You might not know what those two do yet, but let me explain…

The general structure

Let’s first take a quick look at the general way the classes interact with each other.

  • The authentication adapter factory is used for authenticating the user.
  • The ACL factory constructs a Zend_Acl object from the roles and the page being opened
  • The role provider’s job is to provide the ACL factory (and any other components) with the available roles, and the user’s roles

In addition, there’s a class which does all the above before a page is loaded: it loads the user, builds an ACL based on that and checks if the user has access or not.

You might ask “why all these? can’t you just use a database?”

While the answer to that is “yes, I could”, the thing is that often some database-backed access system may be overkill for a simple project.
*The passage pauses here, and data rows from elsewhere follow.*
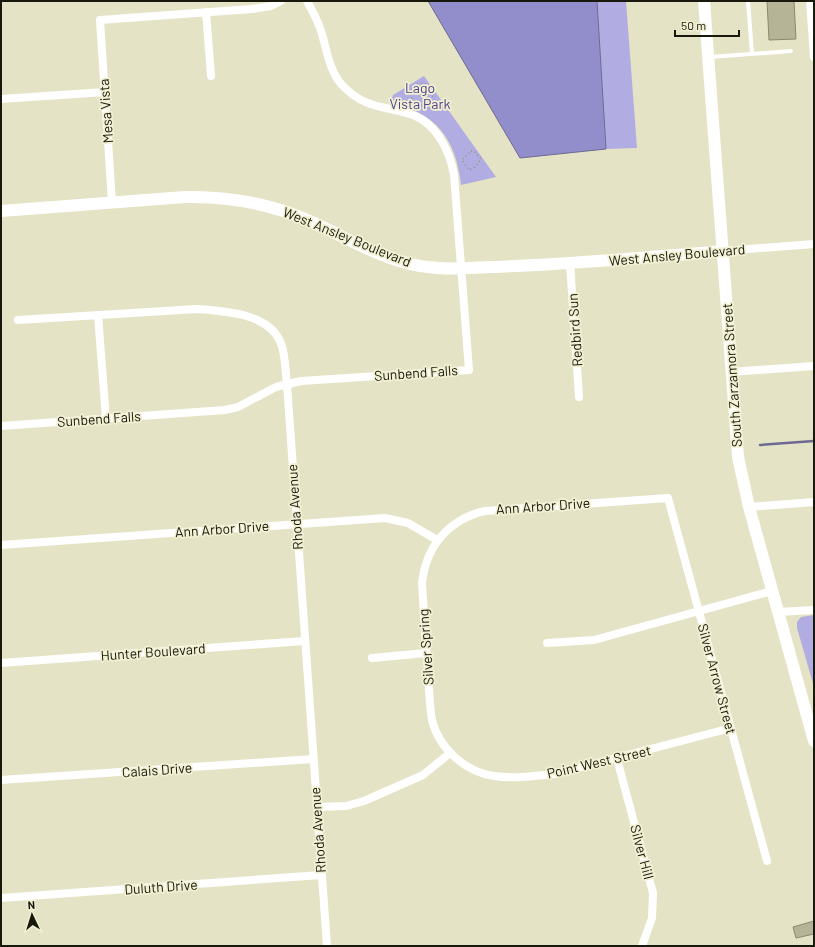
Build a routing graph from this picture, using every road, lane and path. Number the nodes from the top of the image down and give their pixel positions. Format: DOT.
graph roads {
  1 [pos="281,1"];
  2 [pos="307,1"];
  3 [pos="704,1"];
  4 [pos="748,1"];
  5 [pos="810,1"];
  6 [pos="206,12"];
  7 [pos="791,50"];
  8 [pos="752,54"];
  9 [pos="708,57"];
  10 [pos="814,57"];
  11 [pos="211,76"];
  12 [pos="105,92"];
  13 [pos="1,99"];
  14 [pos="420,105"];
  15 [pos="418,109"];
  16 [pos="462,161"];
  17 [pos="112,202"];
  18 [pos="1,211"];
  19 [pos="814,244"];
  20 [pos="722,251"];
  21 [pos="570,264"];
  22 [pos="460,268"];
  23 [pos="98,315"];
  24 [pos="18,320"];
  25 [pos="814,366"];
  26 [pos="731,372"];
  27 [pos="287,384"];
  28 [pos="579,397"];
  29 [pos="106,419"];
  30 [pos="1,426"];
  31 [pos="668,498"];
  32 [pos="814,502"];
  33 [pos="749,507"];
  34 [pos="296,524"];
  35 [pos="437,540"];
  36 [pos="1,545"];
  37 [pos="772,591"];
  38 [pos="814,610"];
  39 [pos="699,611"];
  40 [pos="778,612"];
  41 [pos="304,641"];
  42 [pos="547,643"];
  43 [pos="426,653"];
  44 [pos="372,658"];
  45 [pos="1,663"];
  46 [pos="730,728"];
  47 [pos="814,741"];
  48 [pos="450,753"];
  49 [pos="313,759"];
  50 [pos="617,759"];
  51 [pos="1,780"];
  52 [pos="317,807"];
  53 [pos="767,861"];
  54 [pos="321,875"];
  55 [pos="1,898"];
  56 [pos="327,946"];
  57 [pos="642,946"];
  1 -- 6 [label="street"];
  2 -- 22 [label="street, Sunbend Falls"];
  3 -- 9 [label="main road, South Zarzamora Street"];
  4 -- 8 [label="lane"];
  5 -- 10 [label="street"];
  6 -- 11 [label="street"];
  6 -- 12 [label="street, Mesa Vista"];
  7 -- 8 [label="lane"];
  8 -- 9 [label="lane"];
  9 -- 20 [label="main road, South Zarzamora Street"];
  12 -- 13 [label="street"];
  12 -- 17 [label="street, Mesa Vista"];
  14 -- 14 [label="path"];
  14 -- 15 [label="path"];
  16 -- 16 [label="path"];
  17 -- 18 [label="main road, West Ansley Boulevard"];
  17 -- 22 [label="main road, West Ansley Boulevard"];
  19 -- 20 [label="street, West Ansley Boulevard"];
  20 -- 21 [label="main road, West Ansley Boulevard"];
  20 -- 26 [label="main road, South Zarzamora Street"];
  21 -- 22 [label="main road, West Ansley Boulevard"];
  21 -- 28 [label="street, Redbird Sun"];
  22 -- 27 [label="street, Sunbend Falls"];
  23 -- 24 [label="street, Rhoda Avenue"];
  23 -- 27 [label="street, Rhoda Avenue"];
  23 -- 29 [label="street"];
  25 -- 26 [label="street"];
  26 -- 33 [label="main road, South Zarzamora Street"];
  27 -- 29 [label="street, Sunbend Falls"];
  27 -- 34 [label="street, Rhoda Avenue"];
  29 -- 30 [label="street, Sunbend Falls"];
  31 -- 35 [label="street, Ann Arbor Drive"];
  31 -- 39 [label="street, Silver Arrow Street"];
  32 -- 33 [label="street"];
  33 -- 37 [label="main road, South Zarzamora Street"];
  34 -- 35 [label="street, Ann Arbor Drive"];
  34 -- 36 [label="street, Ann Arbor Drive"];
  34 -- 41 [label="street, Rhoda Avenue"];
  35 -- 43 [label="street, Silver Spring"];
  37 -- 39 [label="street"];
  37 -- 40 [label="main road, South Zarzamora Street"];
  38 -- 40 [label="street"];
  39 -- 42 [label="street"];
  39 -- 46 [label="street, Silver Arrow Street"];
  40 -- 47 [label="main road, South Zarzamora Street"];
  41 -- 45 [label="street, Hunter Boulevard"];
  41 -- 49 [label="street, Rhoda Avenue"];
  43 -- 44 [label="street"];
  43 -- 48 [label="street, Silver Spring"];
  46 -- 50 [label="street, Point West Street"];
  46 -- 53 [label="street, Silver Arrow Street"];
  48 -- 50 [label="street, Point West Street"];
  48 -- 52 [label="street"];
  49 -- 51 [label="street, Calais Drive"];
  49 -- 52 [label="street, Rhoda Avenue"];
  50 -- 57 [label="street, Silver Hill"];
  52 -- 54 [label="street, Rhoda Avenue"];
  54 -- 55 [label="street, Duluth Drive"];
  54 -- 56 [label="street, Rhoda Avenue"];
}
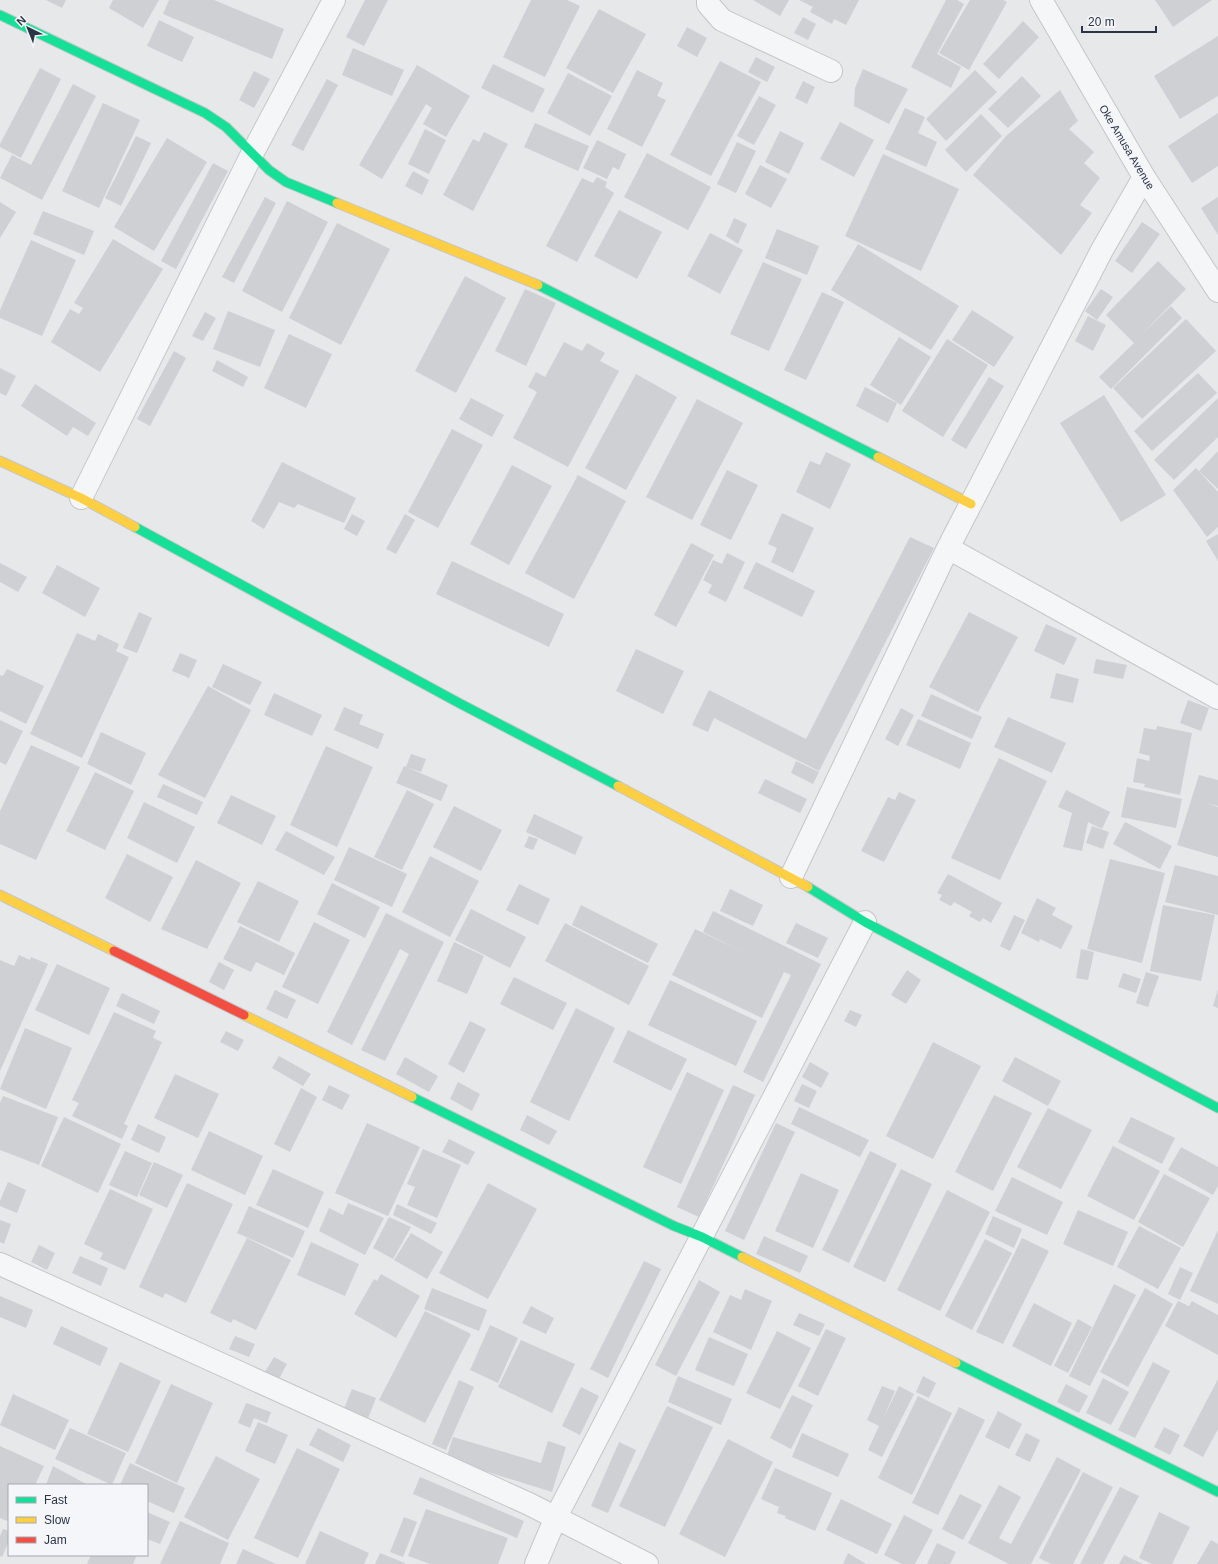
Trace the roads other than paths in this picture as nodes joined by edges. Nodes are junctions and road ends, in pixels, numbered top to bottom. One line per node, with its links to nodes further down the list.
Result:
1 (334, 0): 6 (street)
2 (708, 0): 5 (street)
3 (1041, 0): 7 (street, Oke Amusa Avenue)
4 (0, 15): 6 (street)
5 (831, 71)
6 (252, 154): 10 (street); 11 (street)
7 (1144, 177): 8 (street, Oke Amusa Avenue); 11 (street)
8 (1218, 291)
9 (0, 461): 10 (street)
10 (81, 498): 14 (street)
11 (971, 504): 12 (street)
12 (948, 548): 13 (street); 14 (street)
13 (1218, 698)
14 (791, 877): 16 (street)
15 (0, 895): 18 (street)
16 (865, 922): 17 (street); 18 (street)
17 (1218, 1108)
18 (702, 1237): 20 (street); 21 (street)
19 (0, 1264): 21 (street)
20 (1218, 1492)
21 (556, 1517): 22 (street); 23 (street)
22 (536, 1564)
23 (647, 1564)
Other times you might need to use different ways of seeing which user is supposed to access which page. For example, you might want to have users in groups and use groups to determine their access, or you might simply want to define access on a per-user basis.

Both the role provider and the acl factory are created once in app bootstrap and stored as singletons.

The ACL factory

The ACL factory builds ACL objects that can be used to check if a user has access to a specific page or not.

The usual implementation of ACL in Zend Framework related guides and such seem to be to build an ACL with every resource and every role and use that. But what if your site has a thousand pages? It could get very memory-hungry in a very short time.

The ACL factory combats this by only containing the absolutely required things: The user’s roles and how they inherit each other and the page’s ID and privileges. Nothing else is required to determine if the user can access the specific page, so nothing else is loaded.

The ACL factory does not know what roles the user has, nor what the available roles are. It queries the RoleProvider for those. This component can be swapped to create different kinds of ACL’s if necessary.

The RoleProvider

The RoleProvider is one of the parts that make the system easy to modify.

In this version, the role provider’s job is to list all available roles and to get a user’s roles. For example, I have a User RoleProvider, which lists all users in the database as roles, allowing me to specify page access for each user separately. I also have a Group RoleProvider, which lists groups in the database as roles, allowing me to specify page access for each user group.

In the CMS admin panel, the role provider is used to list all the roles available for pages, so that the user can define which roles have access to the pages.

The whole package

There are still some matters that need to be dealt with, but this system works quite well and does what I want: it is very easily changeable to work in a different way for a different project.

If you have any ideas of your own, or opinions on my approach, feel free to share, as always.